Dalam konteks yang seperti ini sebaiknya pemerintah segera merapikan beberapa hal. Pertama, usulan dari masyarakat yang berkaitan dengan program-program pembangunan infrastruktu jangan dijadikan alat legitimasi pemerintah untuk menjadikannya sebagai lahan basah yang memberi peluang untuk korupsi. Kedua, rakyat jangan dijadikan media pengusul program saja. Selama ini paradigma masyarakat yang masih men mengutamakan fisik sebagai prioritas pembangunan lagi-lagi dijadikan pendulang emas bagi pihak-pihak ketiga. Karena pihak ketigalah yang memiliki banyak peluang memanfaatkan bersarnya anggaran pembangunannya. Itupun kalau pemerintah bisa menahan diri untuk tidak terlibat dalam relasi suatu pembangunannya. Ketiga, Pemerintah harus mengelola mekanisme pelelangan secara adil dan terbuka. Masyarakat harus diberi ruang dalam mekanisme. Proses lelang proyek yang tidak adil dan terbuka membuka peluang adanya monopoli oleh sekelompok orang. Kelima, sebagai hak publik proses pembangunan suatu proyek infrastruktur harus disertai manejemen terbuka. Artinya karena sebenarnya proses pembangunan suatu proyek fisik menggunakan uang rakyat sebagaimana di APBD maka harus ada pertanggungjawaban secara publik.

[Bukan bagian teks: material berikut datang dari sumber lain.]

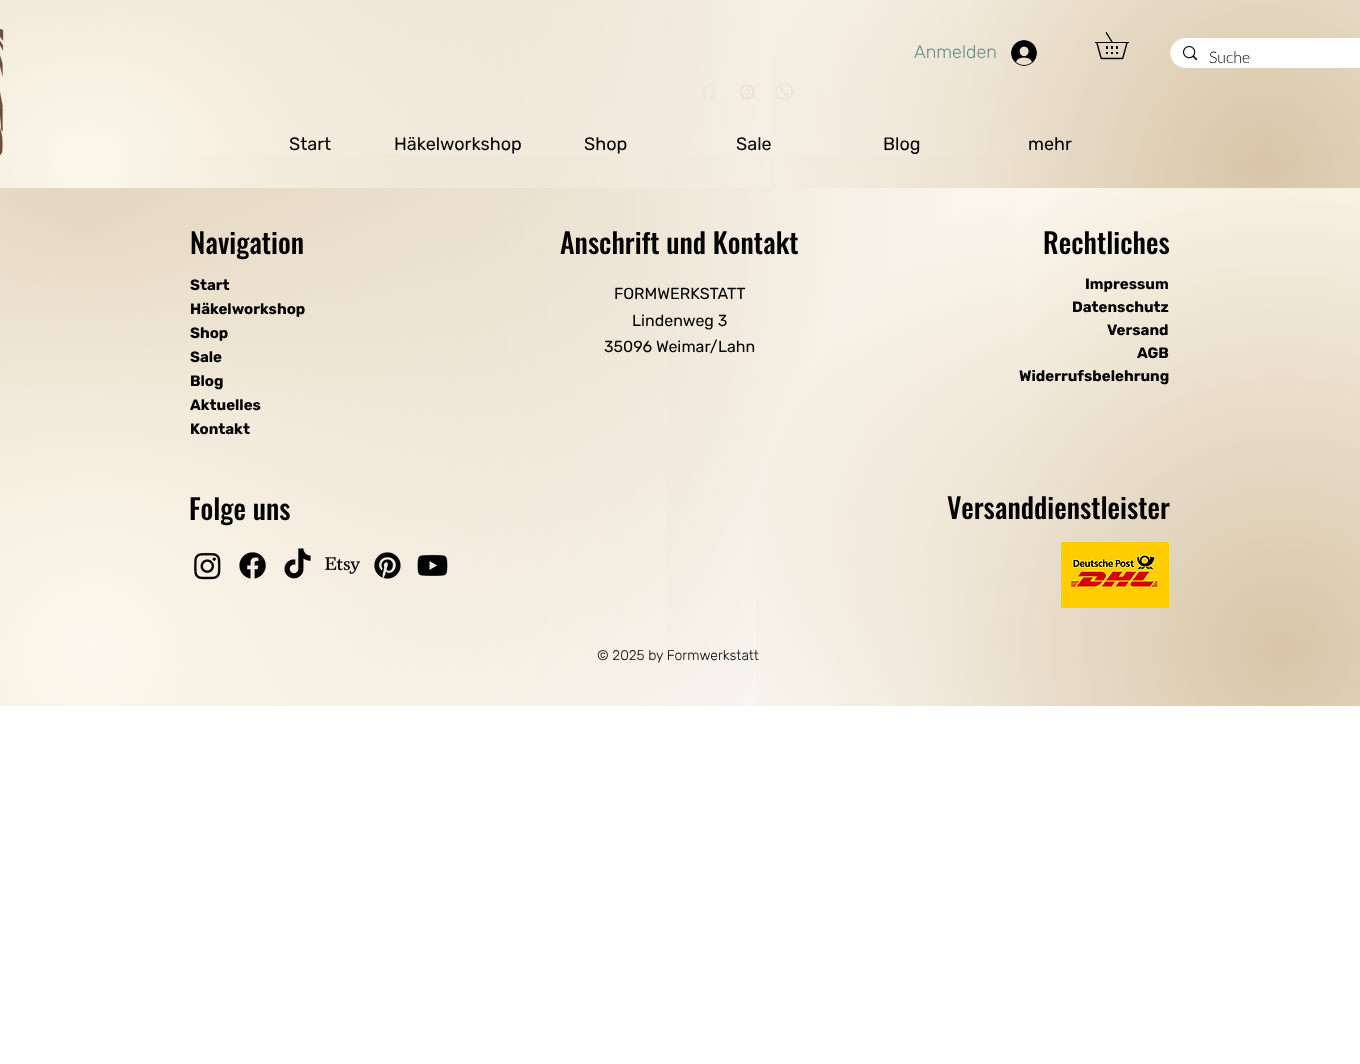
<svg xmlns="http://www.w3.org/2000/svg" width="1360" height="1064">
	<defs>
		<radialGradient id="g1" gradientUnits="userSpaceOnUse" cx="1264" cy="224" r="1353"><stop offset="0" stop-color="#FCF8ED" /><stop offset="0.7" stop-color="#FFFFFF" /></radialGradient>
		<radialGradient id="g2" gradientUnits="userSpaceOnUse" cx="84" cy="225" r="1364"><stop offset="0" stop-color="#D8C5A8" /><stop offset="0.7" stop-color="#D8C5A8" stop-opacity="0" /></radialGradient>
		<radialGradient id="g3" gradientUnits="userSpaceOnUse" cx="91" cy="642" r="1359"><stop offset="0" stop-color="#FCF8ED" stop-opacity="0.99" /><stop offset="0.5" stop-color="#FCF8ED" stop-opacity="0" /></radialGradient>
		<radialGradient id="g4" gradientUnits="userSpaceOnUse" cx="1283" cy="649" r="1375"><stop offset="0" stop-color="#D8C5A8" /><stop offset="0.4" stop-color="#D8C5A8" stop-opacity="0" /></radialGradient>
		<radialGradient id="g5" gradientUnits="userSpaceOnUse" cx="665" cy="93" r="701"><stop offset="0" stop-color="#FFFFFF" /><stop offset="1" stop-color="#FFFFFF" stop-opacity="0" /></radialGradient>
		<radialGradient id="g6" gradientUnits="userSpaceOnUse" cx="1275" cy="17" r="1286"><stop offset="0" stop-color="#FCF8ED" /><stop offset="0.7" stop-color="#FCF8ED" stop-opacity="0" /></radialGradient>
		<radialGradient id="g7" gradientUnits="userSpaceOnUse" cx="84" cy="24" r="1287"><stop offset="0" stop-color="#D8C5A8" /><stop offset="0.7" stop-color="#D8C5A8" stop-opacity="0" /></radialGradient>
		<radialGradient id="g8" gradientUnits="userSpaceOnUse" cx="88" cy="166" r="1282"><stop offset="0" stop-color="#FCF8ED" stop-opacity="0.99" /><stop offset="0.5" stop-color="#FCF8ED" stop-opacity="0" /></radialGradient>
		<radialGradient id="g9" gradientUnits="userSpaceOnUse" cx="1264" cy="166" r="1275"><stop offset="0" stop-color="#D8C5A8" /><stop offset="0.4" stop-color="#D8C5A8" stop-opacity="0" /></radialGradient>
	</defs>
	<rect width="100%" height="100%" fill="#FFFFFF" />
	<image x="701" y="84" width="16" height="16" href="assets/img5.png" />
	<image x="739" y="84" width="16" height="16" href="assets/img6.png" />
	<image x="776" y="83" width="17" height="17" href="assets/img7.png" />
	<rect x="446" y="155" width="914" height="551" fill="url(#g1)" />
	<rect x="0" y="155" width="1015" height="551" fill="url(#g2)" />
	<rect x="0" y="155" width="667" height="551" fill="url(#g3)" />
	<rect x="756" y="155" width="604" height="551" fill="url(#g4)" />
	<rect x="0" y="83" width="1298" height="105" fill="url(#g5)" />
	<rect x="478" y="0" width="882" height="188" fill="url(#g6)" />
	<rect x="0" y="0" width="961" height="188" fill="url(#g7)" />
	<rect x="0" y="0" width="663" height="188" fill="url(#g8)" />
	<rect x="771" y="0" width="589" height="188" fill="url(#g9)" />
	<image x="0" y="29" width="4" height="126" href="assets/img1.png" />
	<text x="914" y="58" font-family="Rubik" font-size="18" font-weight="300" fill="#648B83">Anmelden</text>
	<image x="1011" y="40" width="26" height="26" href="assets/img2.png" />
	<image x="1095" y="32" width="34" height="28" href="assets/img3.png" />
	<rect x="1170.5" y="38.5" width="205" height="29" rx="14.5" fill="none" stroke="#FFFFFF" />
	<rect x="1171" y="39" width="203" height="28" rx="14" fill="#FFFFFF" />
	<image x="1183" y="46" width="14" height="14" href="assets/img4.png" />
	<text x="1209" y="63" font-family="Lato" font-size="16" font-weight="300" fill="#000000">Suche</text>
	<g font-family="Rubik" font-size="18" fill="#000000">
		<text x="289" y="150">Start</text>
		<text x="394" y="150">Häkelworkshop</text>
		<text x="584" y="150">Shop</text>
		<text x="736" y="150">Sale</text>
		<text x="883" y="150">Blog</text>
		<text x="1028" y="150">mehr</text>
	</g>
	<g font-family="Oswald" font-size="28" font-weight="500" fill="#000000">
		<text x="190" y="254">Navigation</text>
		<text x="560" y="254">Anschrift und Kontakt</text>
		<text x="1043" y="254">Rechtliches</text>
	</g>
	<g font-family="Rubik" font-size="15" font-weight="700" fill="#000000">
		<text x="190" y="290">Start</text>
		<text x="190" y="314">Häkelworkshop</text>
		<text x="190" y="338">Shop</text>
		<text x="190" y="362">Sale</text>
		<text x="190" y="386">Blog</text>
		<text x="190" y="410">Aktuelles</text>
		<text x="190" y="434">Kontakt</text>
	</g>
	<g font-family="Rubik" font-size="16" fill="#000000">
		<text x="614" y="299">FORMWERKSTATT</text>
		<text x="632" y="326">Lindenweg 3</text>
		<text x="604" y="352">35096 Weimar/Lahn</text>
	</g>
	<g font-family="Rubik" font-size="15" font-weight="700" fill="#000000">
		<text x="1085" y="289">Impressum</text>
		<text x="1072" y="312">Datenschutz</text>
		<text x="1107" y="335">Versand</text>
		<text x="1137" y="358">AGB</text>
		<text x="1019" y="381">Widerrufsbelehrung</text>
	</g>
	<g font-family="Oswald" font-size="28" font-weight="500" fill="#000000">
		<text x="189" y="520">Folge uns</text>
		<text x="947" y="519">Versanddienstleister</text>
	</g>
	<image x="194" y="552" width="27" height="28" href="assets/img8.png" />
	<image x="239" y="552" width="27" height="27" href="assets/img9.png" />
	<image x="284" y="548" width="27" height="31" href="assets/img10.png" />
	<image x="325" y="557" width="35" height="17" href="assets/img11.png" />
	<image x="374" y="552" width="27" height="27" href="assets/img12.png" />
	<image x="417" y="554" width="31" height="22" href="assets/img13.png" />
	<image x="1061" y="542" width="108" height="66" href="assets/img14.png" />
	<text x="597" y="660" font-family="Rubik" font-size="14" font-weight="300" fill="#000000">© 2025 by Formwerkstatt</text>
</svg>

Kelompok masyarakat sipil yang terlibat dalam skema implementasi suatu proyek pembangunan seharusnya jangan menjadi entitas yang turut memperpanjang mekanisme pelaksanaan proram terkait. Sebaliknya posisi sebagai masyarakat sipil memberikan dorongan kritis agar pelaksanaan program bersangkutan terlaksana sesuai dengan harapan ideal baik secara teknis maupun manfaatnya untuk masyarakat.

Dalam draft RAPBD 2007 nampak pendapatan dari dinas permukiman dan prasarana daerah memberi kontribusi sebesar Rp. 446.500.000,-. Sebuah pemasukan yang ironis ketika kita pertemukan dengan anggaran belanjanya yang mencapai Rp. 104.578.524.000,-. Dari plot anggaran yang besar dan pendapatan yang rendah serta prioritas program pada dinas tersebut, menunjukan kecenderungan sebagai berikut. Pertama, Pemerintah tidak membangun sistem atau konsep ideal tentang rencana pembangunan yang berdampak positif pada PAD tanpa membebani rakyat. Misalnya bagaimana pembangunan fisik berdampak pada kenaikan ekonomi masyarakat. Kedua, Paradigma pihak pemegang otoritas kebijakan masih besar pasak dari pada tiang atau munimal tangan dibawah lebih baik dari tangan diatas. Ketiga, persebaran proyek belum menyentuh daerah-daerah terisolir. Padahal membuka daerah terisolir sebagai pusat pertumbuhan juga sangat penting.

Yang terakhir, saat prioritas pembangunan infrastruktur sebagai prioritas ketiga dalam tahapan pembangunan di kabupaten Kebumen telah tercapai, apa langkah selanjutnya?